In conclusion, the current data demonstrate that CD4+CD146+ activated memory T cells (CD45RO+) lymphocytes preferentially accrue in synovial fluids and express distinct phenotypes from the CD146 (negative) memory T cells (Fig. 4a). These observations suggest that circulating CD146+ T cells may represent a group of cells with both the means to extravasate to the site of inflammation (via CD146 expression), and to mediate inflammation at a specific site. As CD146+ T cells are the key source of the lesional Th17 cytokines it is likely enrichment of these CD146+ pathologic T cells plays a significant role in PsA disease process. It is important to mention that in PsA the major source of IL-17A are the activated CD4+CD45RO+ effector memory T cell [25, 26]. CD146+ subset of CD4+ T cells in addition to IL-17 also makes IL-22 and (to a lesser extent) IFN-γ [7, 14]. Thus, these CD4+CD45RO+ T cells expressing MCAM (CD146) are distinctively capable of secreting multiple cytokines responsible for psoriatic pathogenesis.
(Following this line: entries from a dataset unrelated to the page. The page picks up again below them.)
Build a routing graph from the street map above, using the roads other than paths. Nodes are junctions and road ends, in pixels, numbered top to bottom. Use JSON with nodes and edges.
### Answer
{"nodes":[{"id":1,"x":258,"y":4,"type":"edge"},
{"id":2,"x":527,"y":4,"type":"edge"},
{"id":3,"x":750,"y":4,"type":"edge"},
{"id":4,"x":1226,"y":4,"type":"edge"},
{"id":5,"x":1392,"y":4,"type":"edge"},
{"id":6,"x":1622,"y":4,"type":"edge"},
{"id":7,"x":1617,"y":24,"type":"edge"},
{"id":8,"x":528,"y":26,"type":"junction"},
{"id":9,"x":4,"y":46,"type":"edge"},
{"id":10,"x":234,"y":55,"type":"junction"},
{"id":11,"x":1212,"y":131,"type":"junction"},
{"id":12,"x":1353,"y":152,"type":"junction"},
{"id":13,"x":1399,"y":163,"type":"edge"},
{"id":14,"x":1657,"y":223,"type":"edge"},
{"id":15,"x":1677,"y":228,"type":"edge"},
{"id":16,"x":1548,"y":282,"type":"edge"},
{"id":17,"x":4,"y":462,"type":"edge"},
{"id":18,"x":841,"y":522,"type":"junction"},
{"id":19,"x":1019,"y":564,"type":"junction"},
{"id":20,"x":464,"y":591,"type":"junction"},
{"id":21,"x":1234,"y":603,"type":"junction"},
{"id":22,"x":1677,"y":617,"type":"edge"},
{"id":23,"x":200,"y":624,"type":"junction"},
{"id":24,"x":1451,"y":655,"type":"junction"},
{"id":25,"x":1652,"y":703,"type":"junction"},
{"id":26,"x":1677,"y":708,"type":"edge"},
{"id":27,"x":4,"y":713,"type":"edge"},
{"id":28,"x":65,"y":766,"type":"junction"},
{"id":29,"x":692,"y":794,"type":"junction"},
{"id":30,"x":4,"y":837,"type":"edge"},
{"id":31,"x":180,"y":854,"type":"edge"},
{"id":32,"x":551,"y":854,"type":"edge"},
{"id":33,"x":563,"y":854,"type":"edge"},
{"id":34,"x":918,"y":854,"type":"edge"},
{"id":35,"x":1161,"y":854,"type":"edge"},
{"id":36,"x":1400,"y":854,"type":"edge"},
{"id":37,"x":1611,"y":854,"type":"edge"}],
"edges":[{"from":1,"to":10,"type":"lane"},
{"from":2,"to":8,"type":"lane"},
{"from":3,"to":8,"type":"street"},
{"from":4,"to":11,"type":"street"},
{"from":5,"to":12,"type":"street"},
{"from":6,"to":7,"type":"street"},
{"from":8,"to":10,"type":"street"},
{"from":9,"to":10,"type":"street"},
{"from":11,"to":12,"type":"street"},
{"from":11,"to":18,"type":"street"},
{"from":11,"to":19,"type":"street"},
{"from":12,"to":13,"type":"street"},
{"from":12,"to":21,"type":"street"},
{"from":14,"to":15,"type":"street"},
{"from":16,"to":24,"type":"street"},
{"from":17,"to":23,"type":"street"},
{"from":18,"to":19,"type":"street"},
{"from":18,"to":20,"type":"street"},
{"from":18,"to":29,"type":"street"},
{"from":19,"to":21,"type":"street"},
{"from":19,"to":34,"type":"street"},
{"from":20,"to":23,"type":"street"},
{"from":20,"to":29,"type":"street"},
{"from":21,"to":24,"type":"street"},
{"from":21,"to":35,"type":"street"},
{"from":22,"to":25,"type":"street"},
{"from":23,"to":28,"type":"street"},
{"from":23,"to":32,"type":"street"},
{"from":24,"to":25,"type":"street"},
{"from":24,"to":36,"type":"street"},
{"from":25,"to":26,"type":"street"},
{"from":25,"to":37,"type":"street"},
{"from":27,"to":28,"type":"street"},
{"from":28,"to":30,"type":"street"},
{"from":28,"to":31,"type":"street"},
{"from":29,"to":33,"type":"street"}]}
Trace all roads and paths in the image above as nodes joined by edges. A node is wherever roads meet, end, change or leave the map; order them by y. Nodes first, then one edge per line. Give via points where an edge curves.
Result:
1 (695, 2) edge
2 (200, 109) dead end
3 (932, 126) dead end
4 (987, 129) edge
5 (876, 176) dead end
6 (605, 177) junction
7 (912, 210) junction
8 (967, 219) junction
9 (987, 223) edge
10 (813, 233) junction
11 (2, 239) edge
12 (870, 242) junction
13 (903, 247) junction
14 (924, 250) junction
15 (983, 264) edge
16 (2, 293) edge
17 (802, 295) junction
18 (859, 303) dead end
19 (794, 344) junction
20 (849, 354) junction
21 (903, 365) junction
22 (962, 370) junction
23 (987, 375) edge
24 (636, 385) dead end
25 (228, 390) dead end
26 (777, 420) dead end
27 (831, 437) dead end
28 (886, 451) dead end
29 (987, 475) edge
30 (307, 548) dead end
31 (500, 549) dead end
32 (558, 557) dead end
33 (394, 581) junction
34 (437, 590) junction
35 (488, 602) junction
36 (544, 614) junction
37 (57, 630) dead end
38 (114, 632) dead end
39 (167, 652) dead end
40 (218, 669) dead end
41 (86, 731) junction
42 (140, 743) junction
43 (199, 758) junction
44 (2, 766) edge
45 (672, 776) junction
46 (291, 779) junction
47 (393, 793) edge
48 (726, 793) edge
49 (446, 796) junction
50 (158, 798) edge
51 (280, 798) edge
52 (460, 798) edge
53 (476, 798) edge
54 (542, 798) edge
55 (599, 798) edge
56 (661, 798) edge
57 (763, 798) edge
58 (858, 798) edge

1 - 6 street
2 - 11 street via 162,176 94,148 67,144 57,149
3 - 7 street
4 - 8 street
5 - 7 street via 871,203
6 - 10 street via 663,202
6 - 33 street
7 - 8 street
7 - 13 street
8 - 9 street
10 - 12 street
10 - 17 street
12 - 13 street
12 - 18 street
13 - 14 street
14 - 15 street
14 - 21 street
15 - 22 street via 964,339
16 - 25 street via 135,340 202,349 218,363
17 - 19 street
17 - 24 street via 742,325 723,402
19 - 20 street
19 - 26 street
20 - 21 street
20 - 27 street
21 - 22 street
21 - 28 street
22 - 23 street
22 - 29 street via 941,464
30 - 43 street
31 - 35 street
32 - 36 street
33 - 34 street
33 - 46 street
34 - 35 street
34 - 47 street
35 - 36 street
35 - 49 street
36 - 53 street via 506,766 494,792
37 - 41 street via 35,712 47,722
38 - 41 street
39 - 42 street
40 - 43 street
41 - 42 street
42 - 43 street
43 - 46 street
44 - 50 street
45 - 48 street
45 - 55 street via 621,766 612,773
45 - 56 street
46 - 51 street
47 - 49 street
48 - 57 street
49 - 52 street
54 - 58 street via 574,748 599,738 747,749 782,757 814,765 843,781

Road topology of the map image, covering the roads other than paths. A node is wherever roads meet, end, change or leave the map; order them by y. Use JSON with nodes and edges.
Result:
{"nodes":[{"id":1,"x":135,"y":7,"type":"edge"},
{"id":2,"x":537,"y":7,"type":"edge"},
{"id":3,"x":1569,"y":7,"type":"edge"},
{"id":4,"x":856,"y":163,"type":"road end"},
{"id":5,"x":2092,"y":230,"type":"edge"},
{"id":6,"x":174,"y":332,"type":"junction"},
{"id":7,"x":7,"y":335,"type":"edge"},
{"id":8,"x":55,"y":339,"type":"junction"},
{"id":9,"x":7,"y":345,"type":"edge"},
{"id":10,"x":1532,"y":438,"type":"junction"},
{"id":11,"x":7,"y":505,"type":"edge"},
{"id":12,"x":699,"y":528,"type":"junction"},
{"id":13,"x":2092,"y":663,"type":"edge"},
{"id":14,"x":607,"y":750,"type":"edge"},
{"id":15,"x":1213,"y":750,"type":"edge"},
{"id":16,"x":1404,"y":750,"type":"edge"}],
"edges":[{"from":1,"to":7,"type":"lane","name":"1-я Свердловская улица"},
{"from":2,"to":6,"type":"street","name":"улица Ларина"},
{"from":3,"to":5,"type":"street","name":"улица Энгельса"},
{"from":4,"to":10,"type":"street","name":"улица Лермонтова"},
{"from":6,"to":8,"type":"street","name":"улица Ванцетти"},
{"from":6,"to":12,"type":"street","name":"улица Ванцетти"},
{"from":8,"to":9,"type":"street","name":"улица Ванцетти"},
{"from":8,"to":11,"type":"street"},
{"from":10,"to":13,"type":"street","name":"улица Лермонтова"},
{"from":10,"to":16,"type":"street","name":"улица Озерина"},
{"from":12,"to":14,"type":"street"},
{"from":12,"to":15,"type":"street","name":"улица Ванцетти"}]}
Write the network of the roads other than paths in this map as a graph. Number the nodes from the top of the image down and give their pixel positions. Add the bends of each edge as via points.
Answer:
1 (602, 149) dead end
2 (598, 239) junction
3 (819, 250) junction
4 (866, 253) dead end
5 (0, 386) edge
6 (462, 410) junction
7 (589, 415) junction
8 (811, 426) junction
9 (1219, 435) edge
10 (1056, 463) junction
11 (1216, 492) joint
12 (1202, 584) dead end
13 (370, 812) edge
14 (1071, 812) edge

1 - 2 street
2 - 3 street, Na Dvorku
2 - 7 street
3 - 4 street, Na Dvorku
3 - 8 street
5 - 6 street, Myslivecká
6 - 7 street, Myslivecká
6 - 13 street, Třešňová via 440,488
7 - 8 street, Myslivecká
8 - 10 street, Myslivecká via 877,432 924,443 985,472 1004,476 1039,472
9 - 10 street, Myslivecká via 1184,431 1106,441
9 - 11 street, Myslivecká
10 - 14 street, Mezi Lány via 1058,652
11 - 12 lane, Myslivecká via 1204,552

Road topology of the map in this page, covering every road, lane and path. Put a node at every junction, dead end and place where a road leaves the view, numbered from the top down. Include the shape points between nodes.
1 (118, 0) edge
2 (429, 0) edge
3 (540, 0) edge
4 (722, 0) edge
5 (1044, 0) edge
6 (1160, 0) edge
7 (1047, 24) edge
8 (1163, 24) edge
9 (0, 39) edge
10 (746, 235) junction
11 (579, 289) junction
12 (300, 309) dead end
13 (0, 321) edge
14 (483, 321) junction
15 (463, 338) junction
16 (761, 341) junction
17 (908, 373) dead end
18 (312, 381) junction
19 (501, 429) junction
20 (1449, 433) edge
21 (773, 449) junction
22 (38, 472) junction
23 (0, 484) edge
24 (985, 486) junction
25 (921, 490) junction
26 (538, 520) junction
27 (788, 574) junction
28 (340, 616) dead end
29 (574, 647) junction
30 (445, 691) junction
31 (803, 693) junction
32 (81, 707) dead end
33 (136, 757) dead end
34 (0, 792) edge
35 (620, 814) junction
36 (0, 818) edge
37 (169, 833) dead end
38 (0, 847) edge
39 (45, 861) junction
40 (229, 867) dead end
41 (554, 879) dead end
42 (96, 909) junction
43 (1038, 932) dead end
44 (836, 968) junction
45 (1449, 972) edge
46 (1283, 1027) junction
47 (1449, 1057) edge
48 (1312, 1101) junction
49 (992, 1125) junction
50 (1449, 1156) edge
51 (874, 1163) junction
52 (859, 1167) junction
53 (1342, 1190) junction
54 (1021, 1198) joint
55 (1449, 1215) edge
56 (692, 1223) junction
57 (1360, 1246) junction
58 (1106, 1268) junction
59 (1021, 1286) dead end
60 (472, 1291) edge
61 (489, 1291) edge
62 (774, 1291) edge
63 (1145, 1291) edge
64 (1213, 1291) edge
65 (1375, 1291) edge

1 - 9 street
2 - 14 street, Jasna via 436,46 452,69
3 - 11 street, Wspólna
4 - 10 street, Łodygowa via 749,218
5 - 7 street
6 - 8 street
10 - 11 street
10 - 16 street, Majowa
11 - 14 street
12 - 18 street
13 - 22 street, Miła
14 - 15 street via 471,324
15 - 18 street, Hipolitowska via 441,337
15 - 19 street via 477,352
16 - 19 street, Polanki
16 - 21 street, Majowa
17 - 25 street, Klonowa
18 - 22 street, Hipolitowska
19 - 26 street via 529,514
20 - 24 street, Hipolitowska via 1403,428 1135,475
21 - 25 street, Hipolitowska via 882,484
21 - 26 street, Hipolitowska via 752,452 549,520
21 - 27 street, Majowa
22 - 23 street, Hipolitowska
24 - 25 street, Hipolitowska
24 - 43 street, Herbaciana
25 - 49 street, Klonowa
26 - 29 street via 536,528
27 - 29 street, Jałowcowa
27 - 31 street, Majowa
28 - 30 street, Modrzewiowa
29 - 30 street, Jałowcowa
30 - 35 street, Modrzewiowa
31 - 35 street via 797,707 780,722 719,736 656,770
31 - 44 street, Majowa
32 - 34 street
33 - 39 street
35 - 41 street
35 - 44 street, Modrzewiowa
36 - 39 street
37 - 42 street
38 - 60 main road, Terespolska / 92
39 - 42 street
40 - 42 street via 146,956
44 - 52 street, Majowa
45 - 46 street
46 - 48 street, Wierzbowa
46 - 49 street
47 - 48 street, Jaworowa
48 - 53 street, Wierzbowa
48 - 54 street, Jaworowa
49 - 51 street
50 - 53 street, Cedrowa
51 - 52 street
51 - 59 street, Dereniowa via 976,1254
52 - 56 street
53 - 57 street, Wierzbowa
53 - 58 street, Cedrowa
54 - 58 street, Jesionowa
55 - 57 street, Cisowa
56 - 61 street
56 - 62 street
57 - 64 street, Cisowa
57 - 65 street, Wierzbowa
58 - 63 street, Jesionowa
This unlocks a new avenue for therapy for psoriasis and PsA. MCAM can be a target molecule for multiple crucial cytokines of psoriatic disease such as IL-17, IL-22 and IFN-γ and thus may be more effective. Instead of targeting individual cytokines, which often have redundant effects, targeting MCAM may provide the possibility of the inhibiting of multiple cytokines.